Role of Sphingosine-1-Phosphate in Human Dental Pulp Cells to Form Hard Tissue

Preservation of the dental pulp depends on the stimulation of hard tissue formation within the pulp itself. The presence of sphingosine-1-phosphate (S1P) in vivo has attracted considerable attention. S1P reportedly promotes osteoblast differentiation, and is believed to be involved in hard tissue formation. In the present study, we assessed the ability of S1P to induce hard tissue formation in cultured human dental pulp cells (hDPCs). hDPCs were cultured from aseptically extracted pulp tissue obtained from the first premolar of 20s -year -old patients that required orthodontic treatment. The effect of S1P on hard tissue formation was observed by measuring alkaline phosphatase (ALP) activity and performing alizarin red staining.
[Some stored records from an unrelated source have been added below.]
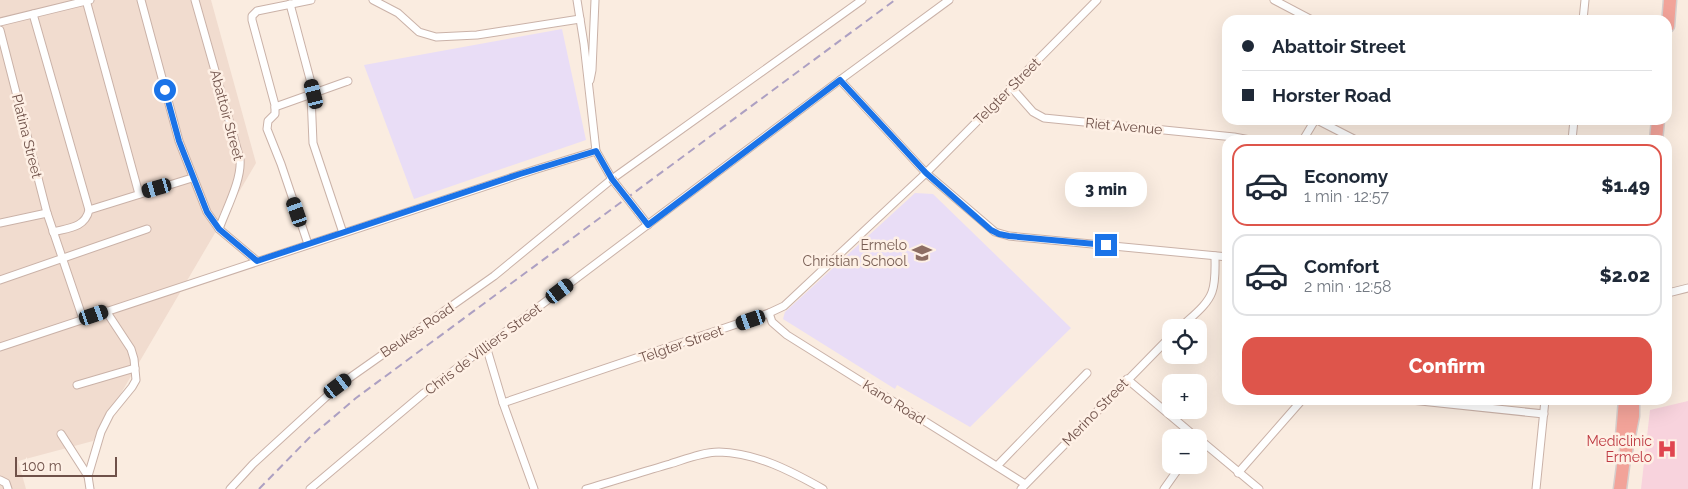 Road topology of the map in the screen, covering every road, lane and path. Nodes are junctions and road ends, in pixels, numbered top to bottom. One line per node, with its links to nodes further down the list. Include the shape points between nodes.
1 (88, 0): 15 (street); 35 (street)
2 (141, 0): 33 (street)
3 (195, 0): 41 (street, Abattoir Street, via 240,159 237,183)
4 (311, 0): 14 (street)
5 (373, 0): 19 (street, via 398,13 419,32 436,37 477,36)
6 (578, 0): 19 (street)
7 (595, 0): 24 (street)
8 (862, 0): 34 (street, Beukes Road)
9 (949, 0): 22 (street, Chris de Villiers Street)
10 (1097, 0): 25 (street, Telgter Street)
11 (1274, 0): 16 (street)
12 (1585, 0): 17 (street)
13 (1670, 0): 18 (highway)
14 (290, 4): 26 (street); 27 (street, via 253,14 252,23)
15 (33, 14): 20 (street); 36 (street)
16 (1302, 15)
17 (1584, 15)
18 (1669, 15)
19 (580, 19): 24 (street)
20 (0, 22)
21 (0, 30): 37 (street, Platina Street)
22 (840, 80): 32 (street); 39 (street, Chris de Villiers Street)
23 (348, 81): 26 (street)
24 (589, 85): 31 (street)
25 (1010, 88): 30 (street, Riet Avenue, via 1033,112 1044,118); 32 (street, Telgter Street)
26 (313, 95): 27 (street); 43 (street, via 313,143)
27 (275, 107): 44 (street, via 267,129)
28 (1326, 125): 29 (street)
29 (1346, 135)
30 (1222, 136)
31 (596, 151): 34 (street); 43 (street)
32 (926, 173): 45 (street, via 999,234); 53 (street, Telgter Street, via 800,292 784,306)
33 (192, 178): 35 (street); 41 (street, via 207,212)
34 (612, 179): 39 (street, bridge); 82 (street, Beukes Road, via 494,276 338,386)
35 (140, 194): 36 (street)
36 (89, 210): 42 (street, via 86,219 77,226)
37 (47, 213): 38 (street); 42 (street, Platina Street)
38 (0, 223)
39 (648, 225): 57 (street, Chris de Villiers Street)
40 (147, 229): 47 (street)
41 (219, 229): 48 (street)
42 (53, 232): 47 (street, Platina Street)
43 (343, 233): 44 (street)
44 (308, 244): 48 (street)
45 (1215, 256): 46 (street); 55 (street, via 1214,286 1210,296)
46 (1222, 257)
47 (62, 259): 49 (street); 54 (street, Platina Street)
48 (257, 261): 52 (street)
49 (0, 280)
50 (1688, 288): 51 (street)
51 (1672, 292)
52 (106, 311): 54 (street); 59 (street, via 131,349)
53 (769, 313): 63 (street, Telgter Street); 73 (street, Kano Road, via 786,335)
54 (83, 319): 58 (street)
55 (1189, 319)
56 (1162, 345): 61 (street, Merino Street)
57 (486, 346): 63 (street); 83 (street, Chris de Villiers Street, via 424,393)
58 (0, 347)
59 (135, 368): 62 (street); 77 (street, via 135,382 105,423)
60 (1087, 373): 73 (street)
61 (1127, 379): 70 (street); 79 (street, Merino Street)
62 (77, 385)
63 (503, 403): 84 (street)
64 (1298, 405): 75 (street)
65 (1458, 405): 69 (street)
66 (1545, 405): 69 (street)
67 (1625, 405): 74 (highway, via 1621,441)
68 (1633, 405): 74 (highway)
69 (1544, 414): 89 (street)
70 (1186, 429)
71 (61, 434): 77 (street)
72 (1207, 446): 75 (street)
73 (997, 466): 79 (street, Kano Road)
74 (1623, 466): 90 (highway)
75 (1238, 472): 88 (street)
76 (1175, 474): 87 (street)
77 (88, 476): 81 (street)
78 (0, 480): 80 (street)
79 (1023, 486)
80 (8, 489)
81 (90, 489)
82 (230, 489)
83 (310, 489)
84 (534, 489)
85 (586, 489): 86 (street, via 717,452 768,462)
86 (823, 489)
87 (1164, 489)
88 (1259, 489)
89 (1536, 489)
90 (1620, 489)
Additionally, BMP-2 mRNA, and BMP-2 and DSPP protein expression levels were examined to confirm hard tissue formation. We also investigated the expression of the S1P receptor mRNA in without stimulation by S1P and changes in intracellular calcium ion concentration ([Ca2+]i) dynamics in S1P-stimulated hDPCs. Stimulation of cultured hDPCs with S1P increased ALP activity and enhanced alizarin red staining. Additionally, S1P elevated BMP-2 mRNA expression, BMP2 and DSPP protein levels. Moreover, mRNA expressions of S1P receptors 1-3 were also observed in cultured hDPCs. S1P enhanced hard tissue formation and the expressions of markers of hard tissue formation including BMP-2 and DSPP incltured hDPCs. Moreover, S1P induces an increase in [Ca2+]i levels by facilitating the release of Ca2+ from the endoplasmic reticulum via S1P receptor 1-3.